Al A’raaf
Elika Hedayat
Mohsen Gallery
That fell, refracted, thro’ thy bounds, afar
O Death! From eye of God upon that star:
Sweet was that error—sweeter still that death—
Sweet was that error—ev’n with us the breath—Edgar Allan Poe
Mohsen Gallery is delighted to announce “Al A’raaf” by Elika Hadayet as the next artwork commissioned for Pasio, our 7.5m2 × 9m gallery courtyard exhibition space dedicated to art installations. On view from June 30th to July 26th, “Al A’raaf” is Hedayat’s first show with the gallery. Mohsen will hold an opening reception on Friday, June 30th.For years, Hedayat has been developing a multifaceted practice that encompasses drawing, documentary, installation, and performance that tenaciously invents forms that recycle, rethink, and update the collective memory. On a general note, her work revisits historical references, transferring them onto the terrain of personal experience, using mainly the various possibilities of her repertoire as a narrative and tool for recuperating memory. While her work is essential in its power of personal narrative, it is her drawing that is its true foundation.The materials upon which she relies, span the ancient to the contemporary: murals appear seamlessly alongside silicon and video. Indeed, in form as well as in content, Hedayat’s works situate themselves at once inside and outside the contemporary. By drawing attention to the ethical beliefs and the sequence of life, death, and life after death, Hedayat critiques ideological structures that define a position for the one who has certain knowledge of good and evil and knows the good of others.

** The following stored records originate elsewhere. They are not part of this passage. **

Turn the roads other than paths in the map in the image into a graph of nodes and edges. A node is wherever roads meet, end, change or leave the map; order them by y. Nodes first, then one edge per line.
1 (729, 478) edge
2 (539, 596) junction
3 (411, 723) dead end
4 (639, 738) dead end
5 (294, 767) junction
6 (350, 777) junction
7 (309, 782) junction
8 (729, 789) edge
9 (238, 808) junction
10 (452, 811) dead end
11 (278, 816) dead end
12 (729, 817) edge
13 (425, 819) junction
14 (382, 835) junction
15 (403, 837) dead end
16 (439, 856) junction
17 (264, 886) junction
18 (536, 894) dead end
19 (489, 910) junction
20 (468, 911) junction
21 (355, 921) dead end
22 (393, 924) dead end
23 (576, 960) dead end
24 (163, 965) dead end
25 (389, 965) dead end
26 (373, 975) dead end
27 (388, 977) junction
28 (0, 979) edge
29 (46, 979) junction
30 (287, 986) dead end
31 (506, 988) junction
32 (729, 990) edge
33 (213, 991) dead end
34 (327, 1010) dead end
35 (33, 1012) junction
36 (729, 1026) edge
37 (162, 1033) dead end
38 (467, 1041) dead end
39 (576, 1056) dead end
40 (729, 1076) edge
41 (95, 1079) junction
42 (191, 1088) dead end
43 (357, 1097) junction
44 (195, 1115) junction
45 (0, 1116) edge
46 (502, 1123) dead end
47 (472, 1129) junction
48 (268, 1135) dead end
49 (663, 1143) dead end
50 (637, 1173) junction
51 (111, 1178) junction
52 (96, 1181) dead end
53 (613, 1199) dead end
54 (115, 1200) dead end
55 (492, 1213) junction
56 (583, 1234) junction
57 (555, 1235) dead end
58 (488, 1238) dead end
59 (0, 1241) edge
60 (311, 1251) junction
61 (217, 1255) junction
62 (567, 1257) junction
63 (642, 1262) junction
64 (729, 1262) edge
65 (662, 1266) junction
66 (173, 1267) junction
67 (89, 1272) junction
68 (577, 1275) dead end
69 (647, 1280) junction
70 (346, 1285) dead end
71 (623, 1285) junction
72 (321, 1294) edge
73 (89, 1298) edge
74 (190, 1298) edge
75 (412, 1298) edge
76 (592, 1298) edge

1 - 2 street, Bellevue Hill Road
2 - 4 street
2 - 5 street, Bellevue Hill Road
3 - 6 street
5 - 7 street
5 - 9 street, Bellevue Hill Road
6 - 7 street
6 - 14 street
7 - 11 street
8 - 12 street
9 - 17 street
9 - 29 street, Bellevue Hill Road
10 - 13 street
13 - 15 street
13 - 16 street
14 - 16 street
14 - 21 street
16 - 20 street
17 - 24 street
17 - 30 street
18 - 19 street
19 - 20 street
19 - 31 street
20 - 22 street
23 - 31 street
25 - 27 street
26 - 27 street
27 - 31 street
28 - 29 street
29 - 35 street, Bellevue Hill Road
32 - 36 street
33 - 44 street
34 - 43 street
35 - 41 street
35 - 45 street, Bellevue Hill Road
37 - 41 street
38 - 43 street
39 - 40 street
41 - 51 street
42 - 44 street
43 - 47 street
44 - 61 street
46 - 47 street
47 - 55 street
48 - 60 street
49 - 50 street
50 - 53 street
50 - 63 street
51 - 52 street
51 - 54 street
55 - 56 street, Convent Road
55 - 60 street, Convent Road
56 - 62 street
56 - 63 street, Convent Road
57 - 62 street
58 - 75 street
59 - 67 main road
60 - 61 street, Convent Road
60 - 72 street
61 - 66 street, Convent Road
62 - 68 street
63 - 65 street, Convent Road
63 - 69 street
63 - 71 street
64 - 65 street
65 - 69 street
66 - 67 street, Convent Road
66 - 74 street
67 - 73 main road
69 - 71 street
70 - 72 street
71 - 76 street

Al A’raaf is the Muslim separator realm or borderland between heaven and hell, inhabited by the people who are evenly balanced in their sins and virtues. In the present installation, Hedayat deals with the idea of limbo, but approaches it from a different angle, playing with it as a veil between vice and virtue and the heights which exist amid heaven and hell. Ibn Kathir described Al A’raaf as a wall that contains a gate, and in this high wall live people who witness the terror of hell and the beauty of paradise.In “Al A’raaf”, Pasio is the space through which both sides connect. A Plexiglas ceiling is placed between the two paintings in the middle of the Pasio. A life-size, silicon bust is installed in the midst of the Plexiglas so that it cuts the bust in two. In effect, the plate is installed as a false ceiling between the two floors, to which half of the bust is attached from above and the other half from below. The two busts are the same, showing the face of a man looking to the front. The lower half of the bust faces the ground and the upper half to the sky. Two large paintings are hanged in front of the doorway of the first floor and in front of the glass window of the second floor. A pond is placed on the Pasio floor. The face of the lower bust is placed in front of the pond, staring into it.A looped video can be seen in the pond’s floor. The video is an animated image of black and white circles. Staring into the video, will give the viewer the illusion of circular movement. One meter above the second painting and near the Pasio ceiling, there are images of geometric, vault-like forms, with black and white lines, painted on the Pasio walls.Elika Hedayat was born in 1979 and grew up in Iran. After studying at the College of Fine Arts in Tehran, she entered the École Nationale Supérieure des Beaux-Arts (attending the seminars of Christian Bernard and atelier of Annette Messager). While there, she went on a year’s exchange to Vancouver in Canada. In 2008, she left the ENSBA, graduating with the highest honors. She then spent two years at the Studio National des Arts Contemporains du Fresnoy. She has exhibited her work in solo and group shows internationally. Elika Hedayat is represented by Aline Vidal Gallery in Paris. She lives and works between France and Iran.